Keep your partners close. Partners bring their own unique expertise and capabilities to the enterprise. Involving them in projects early and keeping them involved throughout will provide a new perspective. Make life challenging and exciting; engage those people who have passion and are excited by the prospect of doing something new, then challenge them to go beyond what has already been accomplished.
Leadership also needs to foster a culture where communications is critical. No skunk works allowed here; everyone on the team is kept up to date on progress and – if needs be – setbacks.

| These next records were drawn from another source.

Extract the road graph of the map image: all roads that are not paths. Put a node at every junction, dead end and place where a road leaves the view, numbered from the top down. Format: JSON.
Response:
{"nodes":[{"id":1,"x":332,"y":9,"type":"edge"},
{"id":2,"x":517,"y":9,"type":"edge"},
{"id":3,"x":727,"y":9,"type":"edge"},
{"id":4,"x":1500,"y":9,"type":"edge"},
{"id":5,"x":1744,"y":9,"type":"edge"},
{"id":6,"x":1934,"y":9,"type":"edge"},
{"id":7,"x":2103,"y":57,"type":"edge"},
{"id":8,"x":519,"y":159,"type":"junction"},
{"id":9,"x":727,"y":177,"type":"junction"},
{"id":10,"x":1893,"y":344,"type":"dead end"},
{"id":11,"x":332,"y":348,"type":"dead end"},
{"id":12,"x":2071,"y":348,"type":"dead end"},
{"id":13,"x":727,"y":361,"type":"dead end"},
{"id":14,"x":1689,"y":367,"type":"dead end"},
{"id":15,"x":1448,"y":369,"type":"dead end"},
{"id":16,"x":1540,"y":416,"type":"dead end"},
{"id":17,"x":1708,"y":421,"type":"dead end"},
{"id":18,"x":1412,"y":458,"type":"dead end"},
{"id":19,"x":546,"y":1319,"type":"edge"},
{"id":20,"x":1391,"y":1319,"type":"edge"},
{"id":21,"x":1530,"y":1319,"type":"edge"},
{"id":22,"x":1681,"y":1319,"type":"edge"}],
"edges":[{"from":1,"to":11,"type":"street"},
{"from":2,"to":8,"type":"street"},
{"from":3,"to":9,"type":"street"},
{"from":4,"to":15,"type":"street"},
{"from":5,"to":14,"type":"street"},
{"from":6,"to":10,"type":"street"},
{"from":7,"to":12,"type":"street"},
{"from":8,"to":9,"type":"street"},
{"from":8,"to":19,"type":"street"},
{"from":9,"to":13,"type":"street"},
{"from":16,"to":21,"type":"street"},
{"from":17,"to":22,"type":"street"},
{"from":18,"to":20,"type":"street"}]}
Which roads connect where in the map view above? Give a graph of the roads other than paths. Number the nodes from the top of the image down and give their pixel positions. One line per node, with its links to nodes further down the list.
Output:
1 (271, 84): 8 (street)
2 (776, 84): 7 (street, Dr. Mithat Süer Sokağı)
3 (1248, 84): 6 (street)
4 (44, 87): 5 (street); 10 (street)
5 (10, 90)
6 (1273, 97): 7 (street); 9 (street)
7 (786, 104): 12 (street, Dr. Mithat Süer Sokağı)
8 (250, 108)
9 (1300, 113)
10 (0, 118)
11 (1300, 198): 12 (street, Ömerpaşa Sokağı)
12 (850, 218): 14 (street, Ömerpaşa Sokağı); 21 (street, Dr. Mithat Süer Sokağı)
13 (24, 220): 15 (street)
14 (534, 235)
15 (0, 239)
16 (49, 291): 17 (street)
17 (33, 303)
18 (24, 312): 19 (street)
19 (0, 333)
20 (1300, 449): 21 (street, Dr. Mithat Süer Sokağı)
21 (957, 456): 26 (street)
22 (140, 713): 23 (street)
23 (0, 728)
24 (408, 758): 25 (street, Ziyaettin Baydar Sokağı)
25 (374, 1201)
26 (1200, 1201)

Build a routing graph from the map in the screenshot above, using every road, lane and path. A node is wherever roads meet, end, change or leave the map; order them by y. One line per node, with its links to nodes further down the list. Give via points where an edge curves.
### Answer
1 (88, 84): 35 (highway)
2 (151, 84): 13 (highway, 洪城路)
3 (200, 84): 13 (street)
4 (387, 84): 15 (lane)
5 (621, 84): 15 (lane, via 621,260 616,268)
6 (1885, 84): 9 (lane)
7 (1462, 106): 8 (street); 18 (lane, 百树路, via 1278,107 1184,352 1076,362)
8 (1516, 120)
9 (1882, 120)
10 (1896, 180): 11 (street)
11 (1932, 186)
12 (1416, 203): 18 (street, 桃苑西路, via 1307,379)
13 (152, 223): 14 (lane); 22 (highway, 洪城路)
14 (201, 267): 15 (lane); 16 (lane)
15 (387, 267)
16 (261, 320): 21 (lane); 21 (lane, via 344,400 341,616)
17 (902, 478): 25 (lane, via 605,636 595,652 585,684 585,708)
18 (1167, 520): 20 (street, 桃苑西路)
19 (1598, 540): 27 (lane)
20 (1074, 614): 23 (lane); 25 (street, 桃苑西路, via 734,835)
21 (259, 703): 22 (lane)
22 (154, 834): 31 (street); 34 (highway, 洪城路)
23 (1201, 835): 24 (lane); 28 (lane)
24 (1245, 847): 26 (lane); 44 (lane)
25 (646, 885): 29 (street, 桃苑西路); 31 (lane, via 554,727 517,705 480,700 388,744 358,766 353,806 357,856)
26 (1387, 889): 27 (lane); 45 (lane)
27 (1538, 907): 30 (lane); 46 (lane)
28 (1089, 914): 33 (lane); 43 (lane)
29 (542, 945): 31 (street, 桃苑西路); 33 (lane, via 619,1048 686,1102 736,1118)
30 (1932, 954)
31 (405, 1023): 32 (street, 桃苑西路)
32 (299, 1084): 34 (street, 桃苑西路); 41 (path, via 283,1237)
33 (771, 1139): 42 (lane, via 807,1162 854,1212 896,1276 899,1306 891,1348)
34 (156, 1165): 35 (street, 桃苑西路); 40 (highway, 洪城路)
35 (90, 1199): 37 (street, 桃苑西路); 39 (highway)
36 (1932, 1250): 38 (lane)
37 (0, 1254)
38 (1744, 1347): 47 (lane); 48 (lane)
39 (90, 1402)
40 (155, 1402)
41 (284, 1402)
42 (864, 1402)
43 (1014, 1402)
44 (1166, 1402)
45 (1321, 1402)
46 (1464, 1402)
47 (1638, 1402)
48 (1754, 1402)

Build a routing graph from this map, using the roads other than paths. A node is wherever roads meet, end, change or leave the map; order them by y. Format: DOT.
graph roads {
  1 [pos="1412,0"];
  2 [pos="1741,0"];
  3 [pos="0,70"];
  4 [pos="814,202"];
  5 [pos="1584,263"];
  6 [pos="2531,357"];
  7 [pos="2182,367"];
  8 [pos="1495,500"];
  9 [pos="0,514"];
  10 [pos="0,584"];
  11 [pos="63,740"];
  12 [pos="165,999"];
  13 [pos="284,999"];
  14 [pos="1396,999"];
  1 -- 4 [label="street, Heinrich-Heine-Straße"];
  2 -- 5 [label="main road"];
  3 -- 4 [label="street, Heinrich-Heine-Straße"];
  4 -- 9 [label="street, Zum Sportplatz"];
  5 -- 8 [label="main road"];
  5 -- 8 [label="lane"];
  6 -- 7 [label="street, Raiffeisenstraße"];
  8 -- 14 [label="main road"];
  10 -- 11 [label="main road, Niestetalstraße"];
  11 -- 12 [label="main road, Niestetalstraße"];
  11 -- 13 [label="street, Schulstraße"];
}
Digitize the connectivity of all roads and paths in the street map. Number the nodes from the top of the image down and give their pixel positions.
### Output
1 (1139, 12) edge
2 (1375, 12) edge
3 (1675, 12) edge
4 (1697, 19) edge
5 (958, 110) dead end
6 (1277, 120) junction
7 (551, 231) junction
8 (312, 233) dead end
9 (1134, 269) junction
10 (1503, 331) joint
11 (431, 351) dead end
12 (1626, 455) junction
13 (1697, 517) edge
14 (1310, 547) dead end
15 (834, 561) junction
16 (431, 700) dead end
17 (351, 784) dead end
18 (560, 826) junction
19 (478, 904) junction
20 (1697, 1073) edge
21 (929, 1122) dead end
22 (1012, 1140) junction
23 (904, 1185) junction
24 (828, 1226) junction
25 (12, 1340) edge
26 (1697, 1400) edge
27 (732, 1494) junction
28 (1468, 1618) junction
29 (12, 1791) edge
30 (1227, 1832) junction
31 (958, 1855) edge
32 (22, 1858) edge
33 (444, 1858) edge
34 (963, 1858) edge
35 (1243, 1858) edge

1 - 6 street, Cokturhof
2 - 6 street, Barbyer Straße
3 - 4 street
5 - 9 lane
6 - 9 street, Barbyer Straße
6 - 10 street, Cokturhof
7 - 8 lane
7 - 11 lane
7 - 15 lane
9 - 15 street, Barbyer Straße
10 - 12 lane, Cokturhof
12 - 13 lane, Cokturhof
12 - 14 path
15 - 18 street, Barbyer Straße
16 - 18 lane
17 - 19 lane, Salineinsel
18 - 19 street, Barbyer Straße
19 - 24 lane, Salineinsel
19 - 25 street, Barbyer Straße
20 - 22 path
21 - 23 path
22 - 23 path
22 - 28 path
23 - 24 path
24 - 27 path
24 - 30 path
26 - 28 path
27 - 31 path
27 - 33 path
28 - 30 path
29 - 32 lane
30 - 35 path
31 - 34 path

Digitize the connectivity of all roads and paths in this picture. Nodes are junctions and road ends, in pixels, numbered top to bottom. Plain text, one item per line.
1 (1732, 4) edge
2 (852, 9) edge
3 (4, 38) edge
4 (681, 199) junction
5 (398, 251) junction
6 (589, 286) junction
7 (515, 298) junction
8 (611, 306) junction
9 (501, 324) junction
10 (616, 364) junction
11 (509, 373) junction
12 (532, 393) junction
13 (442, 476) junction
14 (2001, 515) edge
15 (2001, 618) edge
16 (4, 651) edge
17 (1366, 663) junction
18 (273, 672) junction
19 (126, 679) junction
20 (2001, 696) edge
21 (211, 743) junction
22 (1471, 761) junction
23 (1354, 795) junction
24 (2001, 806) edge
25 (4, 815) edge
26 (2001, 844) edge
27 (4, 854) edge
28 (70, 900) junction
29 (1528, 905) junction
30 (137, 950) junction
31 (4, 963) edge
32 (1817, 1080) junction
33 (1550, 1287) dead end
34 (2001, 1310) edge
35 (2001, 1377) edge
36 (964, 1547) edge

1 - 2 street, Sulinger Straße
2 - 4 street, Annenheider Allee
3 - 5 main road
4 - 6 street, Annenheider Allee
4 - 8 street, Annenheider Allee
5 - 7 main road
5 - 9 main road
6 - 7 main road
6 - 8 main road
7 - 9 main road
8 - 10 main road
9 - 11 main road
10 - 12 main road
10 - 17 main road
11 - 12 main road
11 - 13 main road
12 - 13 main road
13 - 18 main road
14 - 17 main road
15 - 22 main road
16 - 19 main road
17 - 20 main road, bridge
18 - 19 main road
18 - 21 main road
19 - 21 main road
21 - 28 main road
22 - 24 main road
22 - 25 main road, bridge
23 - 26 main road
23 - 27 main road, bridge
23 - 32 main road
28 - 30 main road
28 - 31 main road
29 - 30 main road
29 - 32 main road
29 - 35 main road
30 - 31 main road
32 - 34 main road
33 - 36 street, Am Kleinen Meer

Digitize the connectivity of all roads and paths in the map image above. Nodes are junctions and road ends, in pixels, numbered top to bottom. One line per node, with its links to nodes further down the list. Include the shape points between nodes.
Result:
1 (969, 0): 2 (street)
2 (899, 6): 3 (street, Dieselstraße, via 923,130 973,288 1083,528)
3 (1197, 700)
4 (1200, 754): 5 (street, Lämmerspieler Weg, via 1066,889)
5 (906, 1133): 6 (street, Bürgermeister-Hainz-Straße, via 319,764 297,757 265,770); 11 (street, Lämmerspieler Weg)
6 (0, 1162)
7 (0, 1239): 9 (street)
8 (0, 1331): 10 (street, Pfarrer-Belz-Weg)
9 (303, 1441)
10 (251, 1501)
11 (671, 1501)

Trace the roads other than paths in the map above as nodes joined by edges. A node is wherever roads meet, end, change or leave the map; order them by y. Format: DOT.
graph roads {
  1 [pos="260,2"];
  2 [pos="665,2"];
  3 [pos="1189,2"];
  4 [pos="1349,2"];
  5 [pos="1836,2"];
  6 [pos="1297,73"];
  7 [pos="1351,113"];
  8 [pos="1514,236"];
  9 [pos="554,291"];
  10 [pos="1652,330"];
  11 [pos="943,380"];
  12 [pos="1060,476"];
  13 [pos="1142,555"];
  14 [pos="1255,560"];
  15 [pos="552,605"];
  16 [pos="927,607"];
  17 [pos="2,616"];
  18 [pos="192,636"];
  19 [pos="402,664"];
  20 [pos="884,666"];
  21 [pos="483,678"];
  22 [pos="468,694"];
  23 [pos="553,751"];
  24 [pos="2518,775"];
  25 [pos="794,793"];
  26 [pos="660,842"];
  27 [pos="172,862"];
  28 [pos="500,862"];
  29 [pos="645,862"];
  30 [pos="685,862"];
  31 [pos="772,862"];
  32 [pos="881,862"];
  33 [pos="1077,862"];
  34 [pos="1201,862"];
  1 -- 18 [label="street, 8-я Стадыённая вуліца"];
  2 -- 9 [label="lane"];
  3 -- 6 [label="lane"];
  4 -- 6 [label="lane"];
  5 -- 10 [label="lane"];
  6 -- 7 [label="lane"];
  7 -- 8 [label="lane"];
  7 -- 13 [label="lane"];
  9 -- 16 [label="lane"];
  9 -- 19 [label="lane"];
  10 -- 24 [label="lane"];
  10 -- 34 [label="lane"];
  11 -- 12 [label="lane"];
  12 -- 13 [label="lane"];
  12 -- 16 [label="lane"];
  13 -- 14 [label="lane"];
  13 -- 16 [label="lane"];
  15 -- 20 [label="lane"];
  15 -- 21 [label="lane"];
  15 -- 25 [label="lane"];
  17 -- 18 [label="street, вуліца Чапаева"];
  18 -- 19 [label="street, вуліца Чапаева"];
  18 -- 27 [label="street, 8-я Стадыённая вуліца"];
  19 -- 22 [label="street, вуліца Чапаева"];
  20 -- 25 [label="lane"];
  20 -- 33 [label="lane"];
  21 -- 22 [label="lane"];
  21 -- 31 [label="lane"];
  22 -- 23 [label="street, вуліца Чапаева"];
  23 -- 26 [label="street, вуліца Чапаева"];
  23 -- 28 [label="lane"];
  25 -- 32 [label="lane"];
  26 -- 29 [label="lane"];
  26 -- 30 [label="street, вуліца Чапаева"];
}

Leadership and sponsorship
Leadership’s first job is to identify roadblocks and eliminate them. Whether these roadblocks are process based – the three weeks it takes to get purchasing to read the purchase order you sent – or communication based – ‘oh, you sent me an email last week?’ – leadership must work to reduce and, or, eliminate the bottlenecks that are so prevalent in today’s IT world. To use networking terms, it is not just fostering communication within the team in an east-west manner, but also north-south between leadership and the team, executive management and the rest of the enterprise.
In the traditional model, without executive sponsorship and especially in large organisations, a major rollout will be slowed. When it comes to DevOps, executive sponsorship can be helpful in terms of funding and communicating to the rest of the organisation, but growing the effort at the grass roots level is how DevOps implementations expand. When a DevOps team member sits down to lunch with his or her friend from another development group and talks about how great things are going…well, you get the picture.
Starting up and growing
One team buying in doesn’t guarantee growth, but you have to start somewhere. DevOps in every instance that I have heard of started with one development group and the operations staff that supported them. No grand, big bang implementation of DevOps can work because it requires people of all types to buy in and get used to doing things differently.
Engineers, developers, operation support, techies of all types like to innovate. Technologists see value in doing something new that benefits them and their organisation. A representative of banking firm Capital One, when speaking about the value of DevOps to their engineering staff, was recently quoted as saying “the intrinsic value for engineers is so high, they’ll even willingly deal with lawyers.”
Crucially, DevOps should be fun. Schedule events to get other people involved – not stodgy speeches, but interactive events. Target senior group managers Heather Mickman and Ross Clanton have spoken twice at DOES and have stressed the importance of what they call “DevOps days” – events in growing awareness and interest in joining the wave of DevOps at Target.
Conclusion
Ultimately there are a number of key technologies and methodologies that need to be brought to bear in order to enable DevOps in the enterprise. But while we are implementing cloud environments, common code repositories, agile development practices and infrastructure as code, we need to keep in mind that the cultural aspects of DevOps implementation are just as important, if not more so.